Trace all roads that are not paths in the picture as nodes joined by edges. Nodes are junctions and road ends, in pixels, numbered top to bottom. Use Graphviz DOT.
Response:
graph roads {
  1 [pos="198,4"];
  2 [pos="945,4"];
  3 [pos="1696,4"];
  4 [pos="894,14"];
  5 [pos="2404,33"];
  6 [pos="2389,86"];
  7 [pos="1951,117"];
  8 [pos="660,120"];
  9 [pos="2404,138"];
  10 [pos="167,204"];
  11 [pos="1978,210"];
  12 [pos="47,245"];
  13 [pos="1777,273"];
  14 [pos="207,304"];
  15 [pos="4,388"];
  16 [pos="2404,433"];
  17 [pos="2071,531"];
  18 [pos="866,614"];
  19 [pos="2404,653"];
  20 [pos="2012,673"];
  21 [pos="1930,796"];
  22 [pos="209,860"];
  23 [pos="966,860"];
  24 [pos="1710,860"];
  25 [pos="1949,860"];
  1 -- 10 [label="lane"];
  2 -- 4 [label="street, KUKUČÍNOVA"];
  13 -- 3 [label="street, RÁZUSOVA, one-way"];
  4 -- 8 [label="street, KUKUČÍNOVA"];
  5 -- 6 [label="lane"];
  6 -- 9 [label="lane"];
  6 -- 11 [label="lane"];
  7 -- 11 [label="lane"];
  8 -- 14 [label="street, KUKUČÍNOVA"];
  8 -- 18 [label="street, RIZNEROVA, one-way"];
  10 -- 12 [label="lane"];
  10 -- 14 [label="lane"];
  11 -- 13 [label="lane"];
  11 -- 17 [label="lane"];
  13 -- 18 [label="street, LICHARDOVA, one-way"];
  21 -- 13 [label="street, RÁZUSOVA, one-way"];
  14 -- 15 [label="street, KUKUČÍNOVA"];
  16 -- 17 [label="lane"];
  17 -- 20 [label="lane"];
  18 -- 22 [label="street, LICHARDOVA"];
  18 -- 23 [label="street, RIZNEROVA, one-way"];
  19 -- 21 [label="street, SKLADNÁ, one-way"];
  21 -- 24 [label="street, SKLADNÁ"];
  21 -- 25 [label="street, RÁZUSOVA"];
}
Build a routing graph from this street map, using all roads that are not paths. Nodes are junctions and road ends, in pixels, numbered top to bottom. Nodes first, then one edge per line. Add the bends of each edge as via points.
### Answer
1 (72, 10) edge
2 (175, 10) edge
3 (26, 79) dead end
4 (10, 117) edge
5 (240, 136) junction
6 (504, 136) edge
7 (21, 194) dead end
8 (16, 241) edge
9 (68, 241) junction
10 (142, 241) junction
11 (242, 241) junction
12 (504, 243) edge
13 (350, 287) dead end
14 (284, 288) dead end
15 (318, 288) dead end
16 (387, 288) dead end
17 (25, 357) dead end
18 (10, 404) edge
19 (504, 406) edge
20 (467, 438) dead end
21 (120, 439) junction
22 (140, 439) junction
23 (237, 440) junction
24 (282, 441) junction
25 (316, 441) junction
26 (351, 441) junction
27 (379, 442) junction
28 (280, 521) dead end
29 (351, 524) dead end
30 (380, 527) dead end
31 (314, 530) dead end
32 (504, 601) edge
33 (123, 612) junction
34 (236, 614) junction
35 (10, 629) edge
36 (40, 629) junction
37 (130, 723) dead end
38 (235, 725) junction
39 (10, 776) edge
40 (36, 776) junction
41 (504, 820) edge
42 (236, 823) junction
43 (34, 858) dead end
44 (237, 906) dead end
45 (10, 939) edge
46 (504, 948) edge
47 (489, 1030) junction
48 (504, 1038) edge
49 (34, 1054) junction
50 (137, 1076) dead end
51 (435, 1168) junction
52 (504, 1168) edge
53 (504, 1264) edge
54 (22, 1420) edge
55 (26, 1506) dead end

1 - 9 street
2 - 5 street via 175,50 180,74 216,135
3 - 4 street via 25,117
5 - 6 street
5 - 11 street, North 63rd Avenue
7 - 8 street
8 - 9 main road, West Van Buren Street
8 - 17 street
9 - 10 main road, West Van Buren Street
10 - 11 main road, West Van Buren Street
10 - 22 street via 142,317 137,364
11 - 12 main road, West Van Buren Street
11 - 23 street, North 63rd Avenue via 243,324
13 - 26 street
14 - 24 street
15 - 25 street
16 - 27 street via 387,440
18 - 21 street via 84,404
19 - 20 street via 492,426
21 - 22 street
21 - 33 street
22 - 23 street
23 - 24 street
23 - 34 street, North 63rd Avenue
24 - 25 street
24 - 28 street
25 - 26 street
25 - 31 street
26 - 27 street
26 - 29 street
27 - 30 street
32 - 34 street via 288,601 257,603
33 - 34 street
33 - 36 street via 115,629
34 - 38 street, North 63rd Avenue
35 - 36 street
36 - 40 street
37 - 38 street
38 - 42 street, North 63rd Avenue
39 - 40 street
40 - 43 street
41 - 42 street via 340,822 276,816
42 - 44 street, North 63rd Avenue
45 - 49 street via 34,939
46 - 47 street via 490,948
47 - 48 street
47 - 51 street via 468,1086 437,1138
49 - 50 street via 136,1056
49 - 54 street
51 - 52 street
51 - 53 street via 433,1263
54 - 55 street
_ _ _ _ _ _ _
▸ **WHAT YOU WILL DO**: Check each line above for the word "Nodes" and copy every line that has it.

▸ **OUTPUT**:
Trace all roads that are not paths in the picture as nodes joined by edges. Nodes are junctions and road ends, in pixels, numbered top to bottom. Use Graphviz DOT.
Build a routing graph from this street map, using all roads that are not paths. Nodes are junctions and road ends, in pixels, numbered top to bottom. Nodes first, then one edge per line. Add the bends of each edge as via points.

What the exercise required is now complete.